(Beginning of SUPPLIED RECORDS)

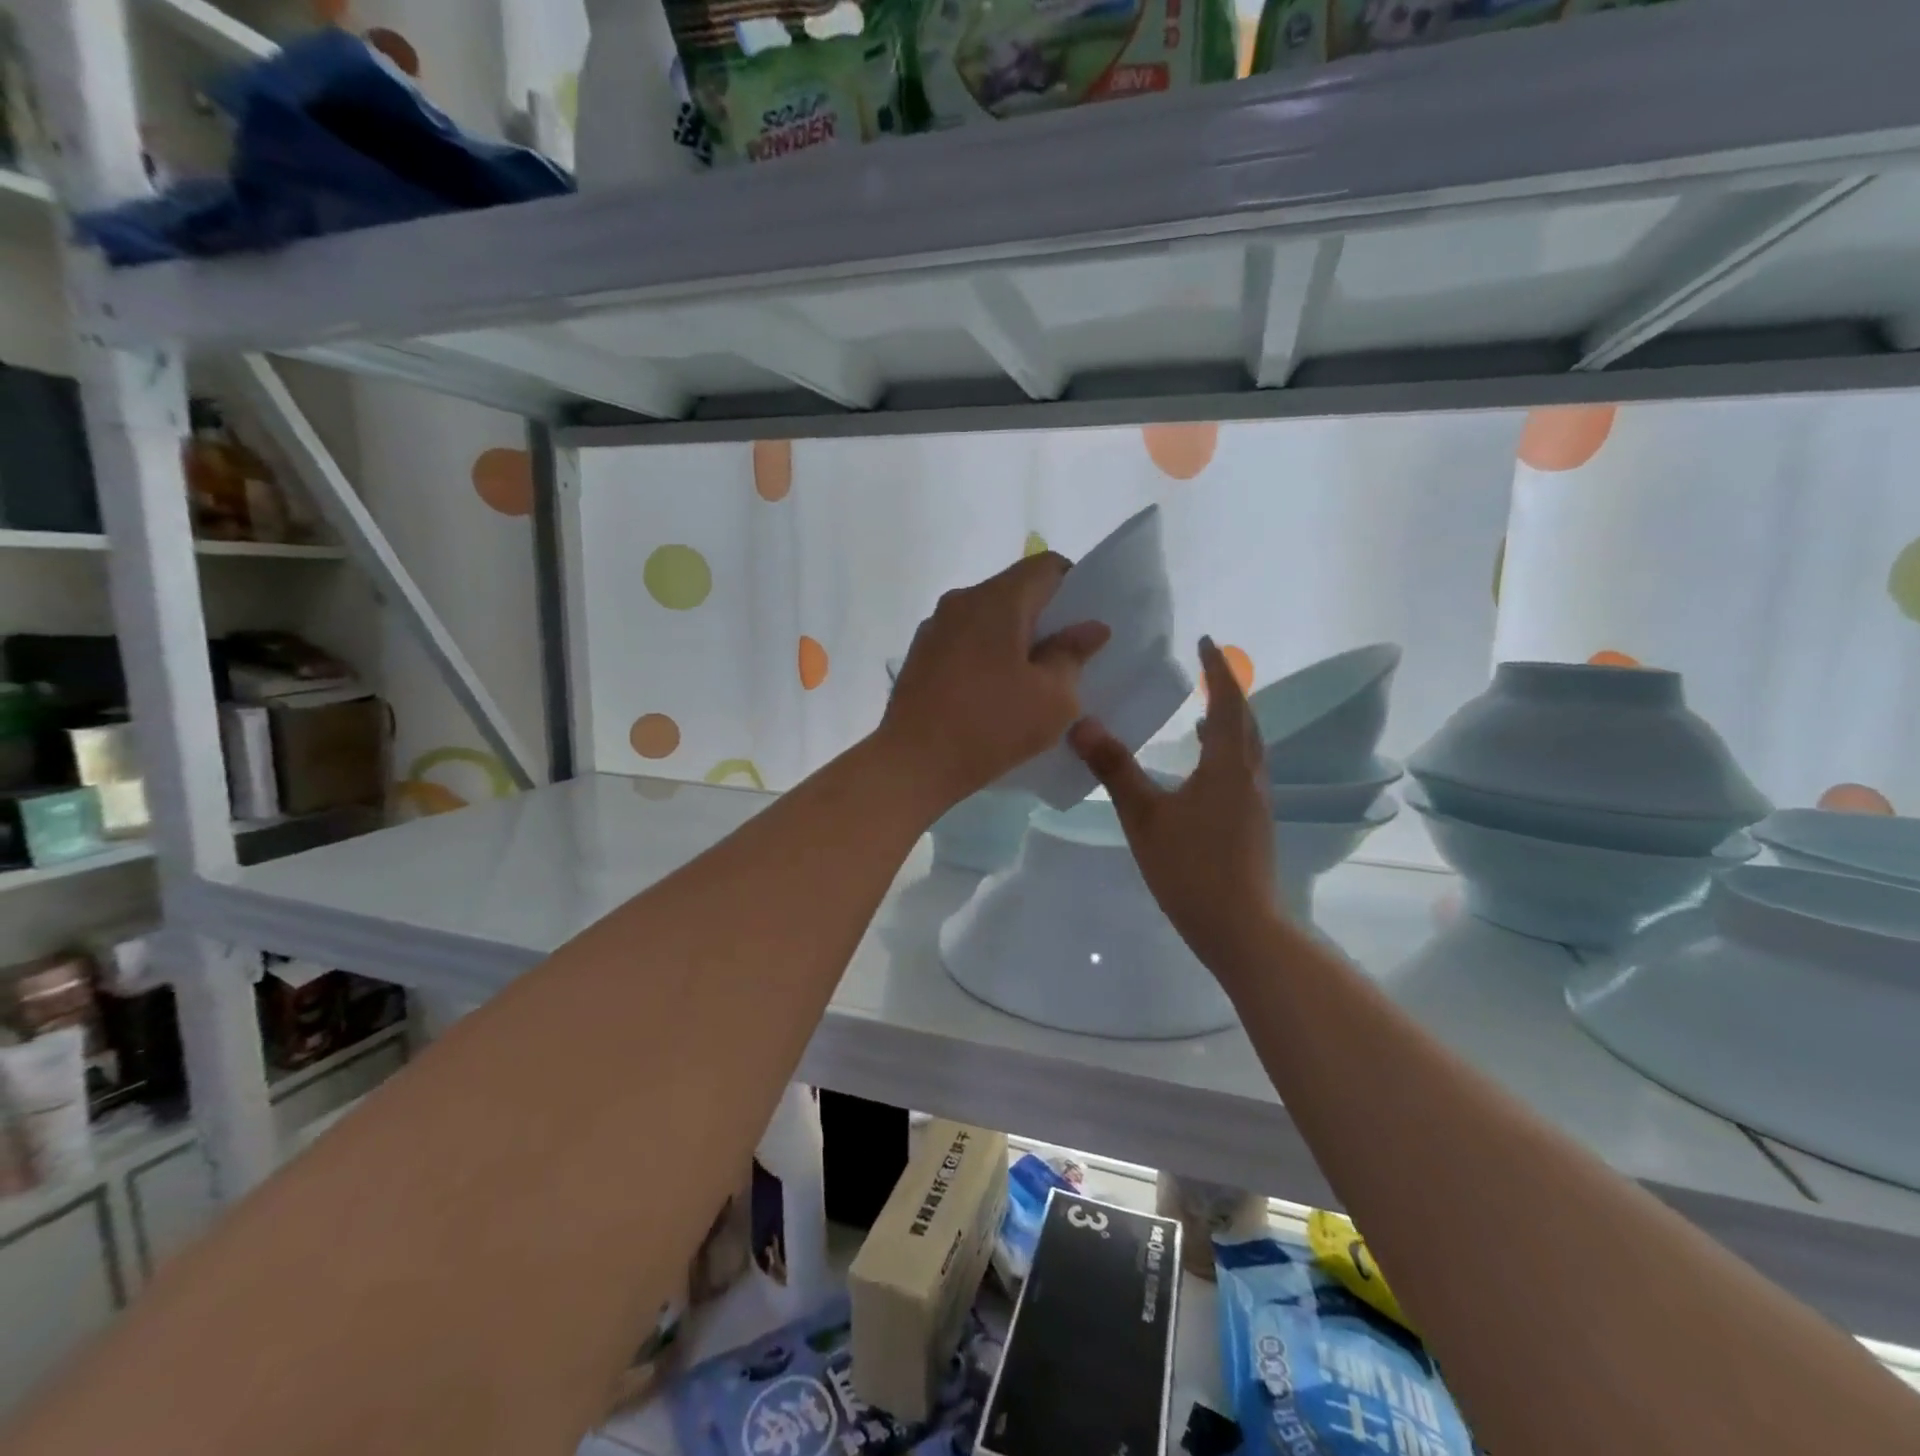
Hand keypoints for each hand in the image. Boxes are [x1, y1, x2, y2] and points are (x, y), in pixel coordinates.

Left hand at [881, 553, 1109, 811]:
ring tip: (1030, 680)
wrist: (913, 763)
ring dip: (1013, 639)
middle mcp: (962, 600)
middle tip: (1067, 656)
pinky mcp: (920, 655)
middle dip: (1045, 617)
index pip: (1046, 566)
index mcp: (998, 599)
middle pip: (1015, 591)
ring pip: (987, 618)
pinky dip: (986, 655)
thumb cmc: (992, 725)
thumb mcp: (1053, 698)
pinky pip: (964, 641)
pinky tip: (994, 693)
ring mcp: (935, 627)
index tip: (1085, 623)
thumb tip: (1091, 627)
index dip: (1075, 586)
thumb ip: (1073, 654)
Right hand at [1069, 637, 1279, 970]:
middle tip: (1205, 671)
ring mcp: (1256, 802)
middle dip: (1227, 691)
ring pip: (1248, 748)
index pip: (1228, 702)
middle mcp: (1250, 776)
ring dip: (1230, 722)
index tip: (1205, 641)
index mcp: (1228, 766)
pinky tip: (1204, 768)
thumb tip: (1081, 723)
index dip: (1217, 669)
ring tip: (1204, 713)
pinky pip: (1243, 770)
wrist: (1240, 928)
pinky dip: (1228, 751)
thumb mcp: (1144, 816)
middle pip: (1246, 721)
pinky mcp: (1253, 824)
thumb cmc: (1191, 869)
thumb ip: (1114, 769)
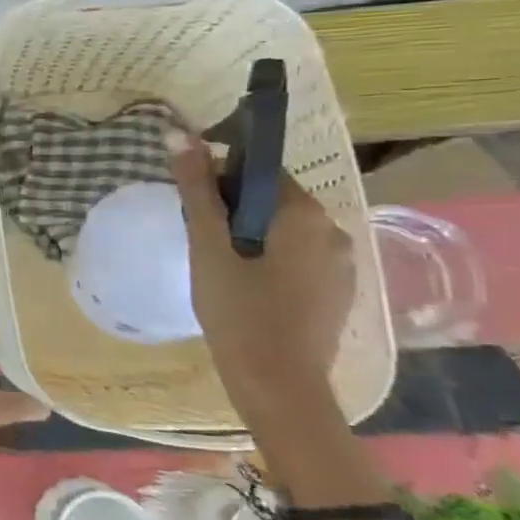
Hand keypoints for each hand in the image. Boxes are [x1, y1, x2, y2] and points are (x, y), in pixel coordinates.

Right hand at [165, 131, 355, 417]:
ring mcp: (341, 264)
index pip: (261, 172)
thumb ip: (195, 190)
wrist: (277, 384)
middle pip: (273, 201)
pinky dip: (268, 260)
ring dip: (249, 236)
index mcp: (306, 214)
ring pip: (284, 231)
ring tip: (216, 265)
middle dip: (234, 211)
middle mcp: (334, 231)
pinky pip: (296, 257)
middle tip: (198, 239)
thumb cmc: (238, 311)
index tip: (193, 206)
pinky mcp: (336, 291)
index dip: (221, 181)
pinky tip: (244, 286)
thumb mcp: (207, 246)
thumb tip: (178, 135)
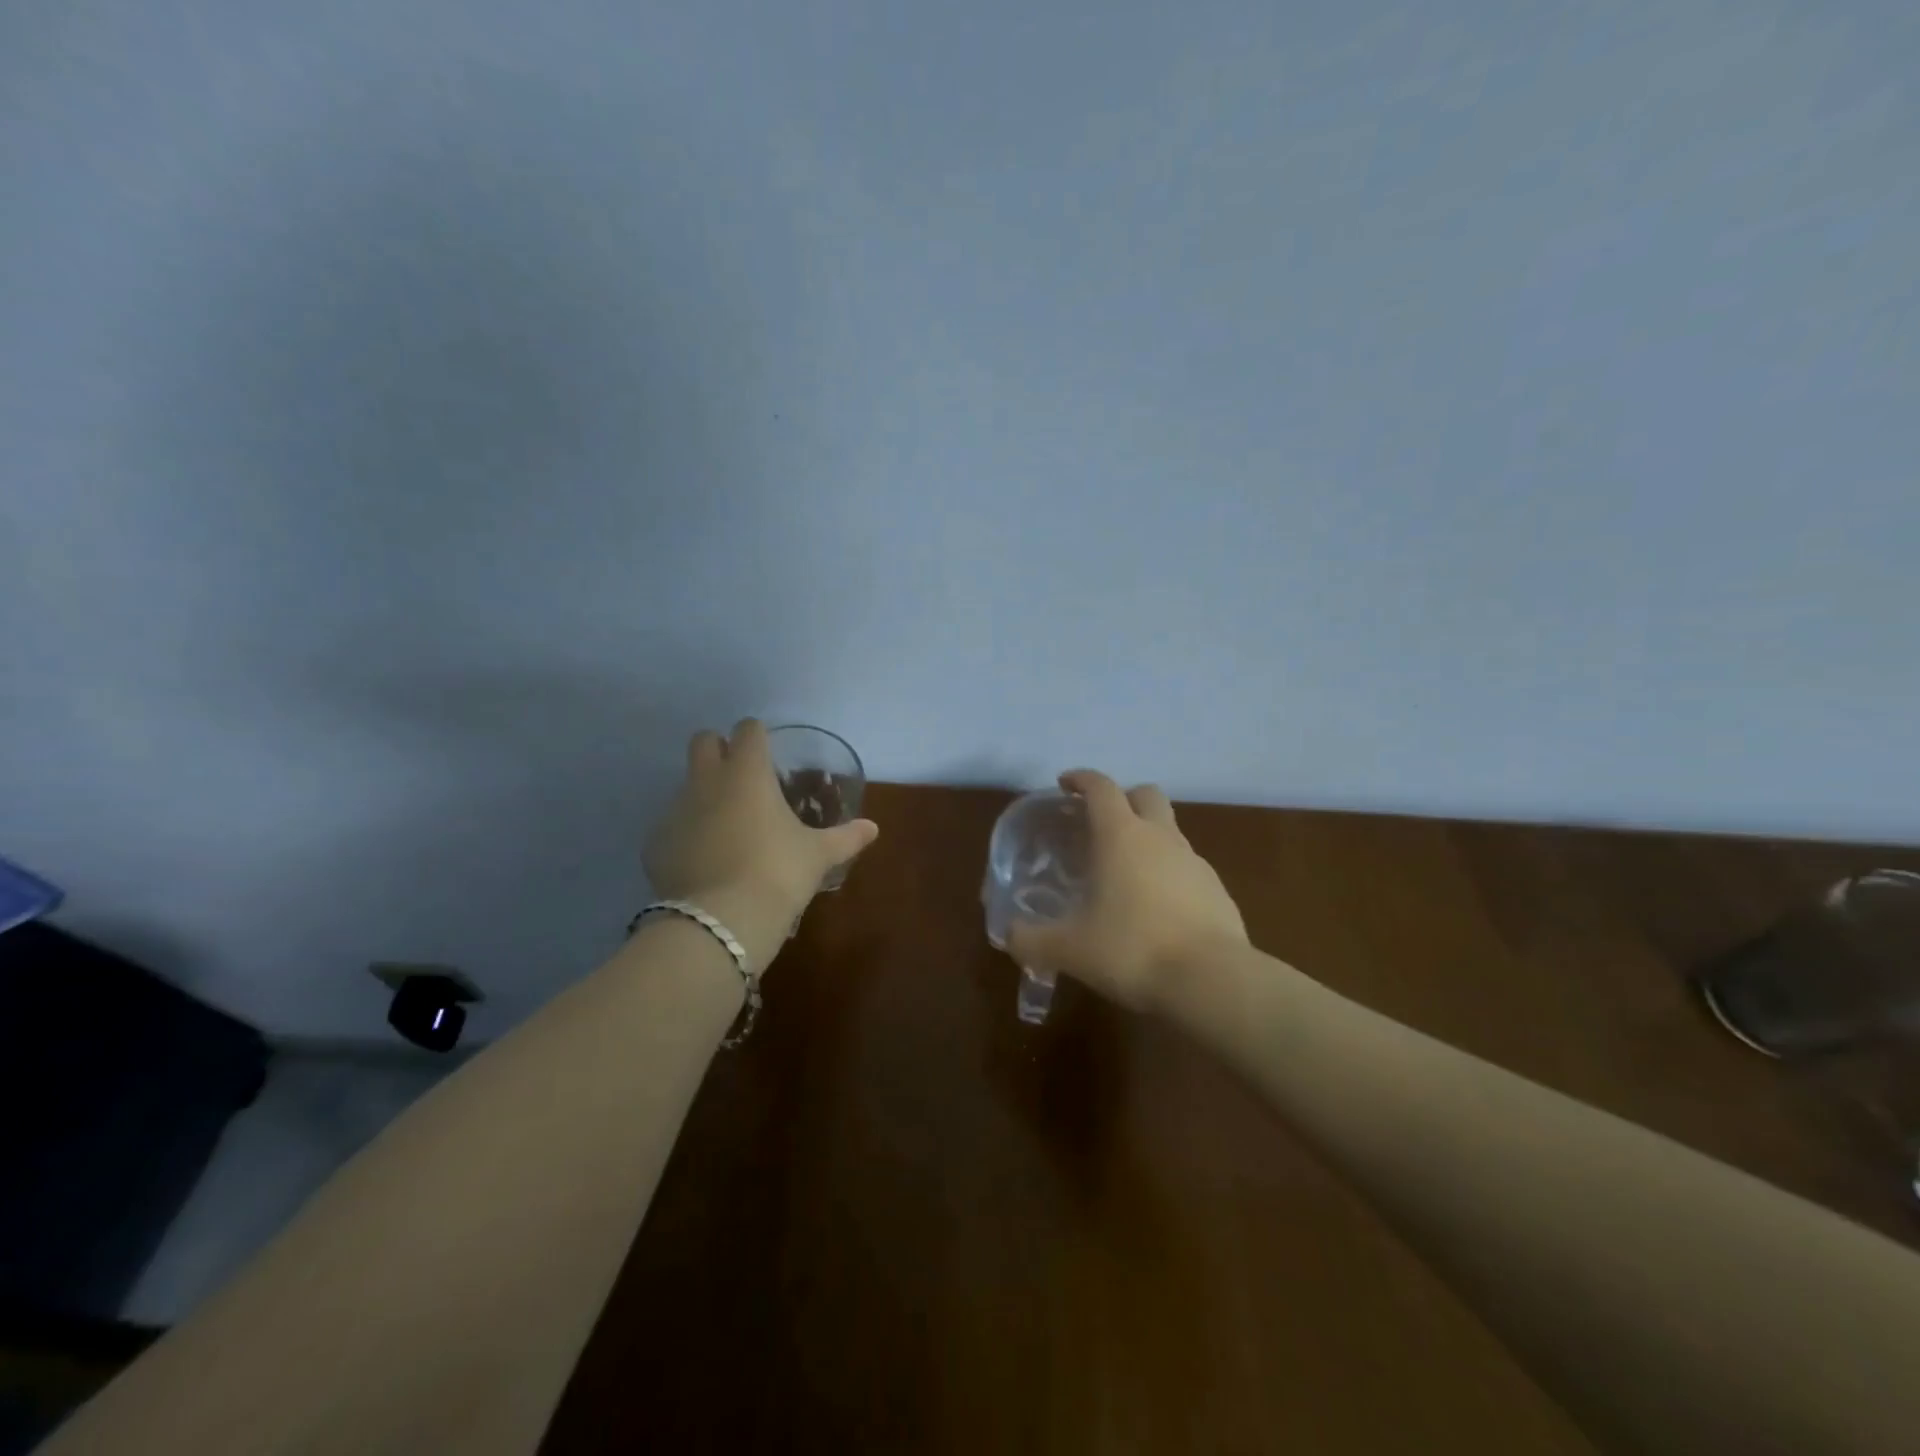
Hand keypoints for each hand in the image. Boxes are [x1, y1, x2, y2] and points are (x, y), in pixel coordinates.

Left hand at [643, 719, 878, 973]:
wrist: (721, 920)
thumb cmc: (778, 873)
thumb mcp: (818, 855)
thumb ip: (845, 837)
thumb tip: (872, 828)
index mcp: (747, 773)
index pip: (748, 730)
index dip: (758, 736)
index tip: (769, 753)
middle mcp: (707, 782)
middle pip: (703, 741)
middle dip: (718, 749)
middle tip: (741, 777)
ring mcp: (675, 811)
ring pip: (686, 786)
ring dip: (703, 796)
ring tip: (727, 829)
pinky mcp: (655, 844)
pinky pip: (672, 828)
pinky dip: (687, 836)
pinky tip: (705, 862)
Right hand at [1007, 770, 1247, 1014]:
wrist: (1213, 982)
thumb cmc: (1132, 950)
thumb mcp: (1069, 949)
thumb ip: (1031, 940)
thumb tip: (1009, 935)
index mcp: (1121, 836)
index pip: (1101, 788)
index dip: (1081, 779)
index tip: (1065, 784)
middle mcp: (1161, 837)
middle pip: (1146, 794)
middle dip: (1123, 798)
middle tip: (1100, 823)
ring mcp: (1195, 862)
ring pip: (1170, 831)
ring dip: (1147, 838)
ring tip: (1124, 875)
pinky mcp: (1218, 891)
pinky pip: (1187, 868)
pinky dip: (1169, 874)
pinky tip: (1156, 910)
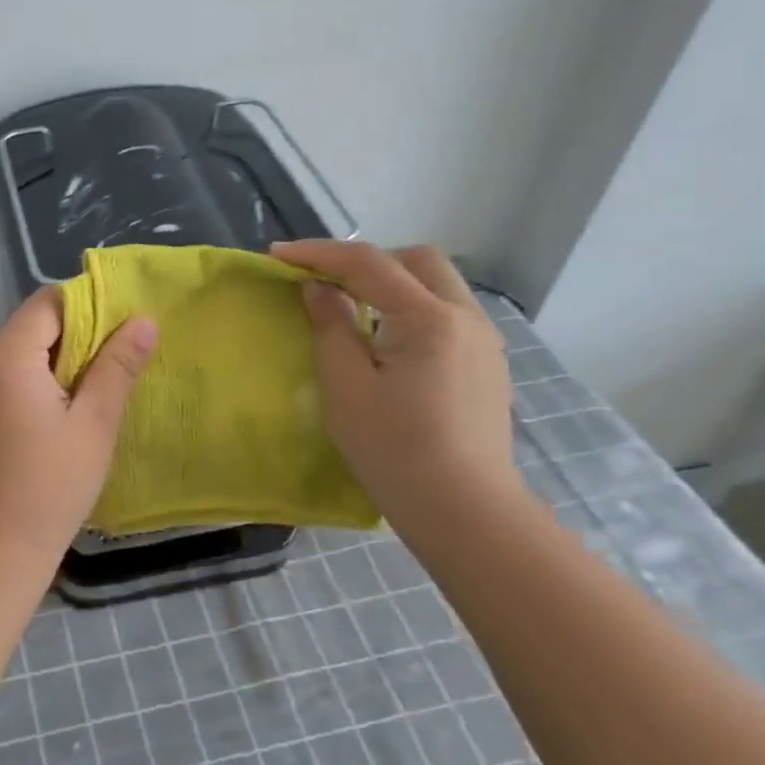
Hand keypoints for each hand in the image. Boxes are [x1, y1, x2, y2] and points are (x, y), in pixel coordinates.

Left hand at [0, 289, 157, 564]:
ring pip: (11, 356)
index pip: (48, 303)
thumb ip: (117, 366)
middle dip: (69, 344)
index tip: (118, 337)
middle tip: (105, 379)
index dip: (87, 310)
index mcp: (5, 356)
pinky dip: (20, 388)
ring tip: (76, 408)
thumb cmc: (50, 489)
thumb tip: (144, 320)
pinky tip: (39, 428)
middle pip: (28, 329)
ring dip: (45, 368)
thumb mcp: (94, 426)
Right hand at [271, 239, 519, 524]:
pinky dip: (413, 310)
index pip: (369, 264)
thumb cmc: (395, 449)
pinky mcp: (487, 365)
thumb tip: (319, 289)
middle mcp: (466, 317)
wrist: (465, 511)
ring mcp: (484, 341)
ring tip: (355, 312)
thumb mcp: (346, 387)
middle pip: (416, 260)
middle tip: (327, 284)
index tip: (278, 255)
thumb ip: (331, 327)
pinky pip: (447, 314)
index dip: (318, 253)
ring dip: (393, 284)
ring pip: (437, 285)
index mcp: (429, 318)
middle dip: (367, 261)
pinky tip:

(End of SUPPLIED RECORDS)

Locate the word "Left" in the data above. Copy every line carrying it.

ANSWER AREA.
Left hand at [881, 553, 1109, 811]:
Left hand at [643, 719, 878, 973]:
Left hand at [0, 289, 157, 564]:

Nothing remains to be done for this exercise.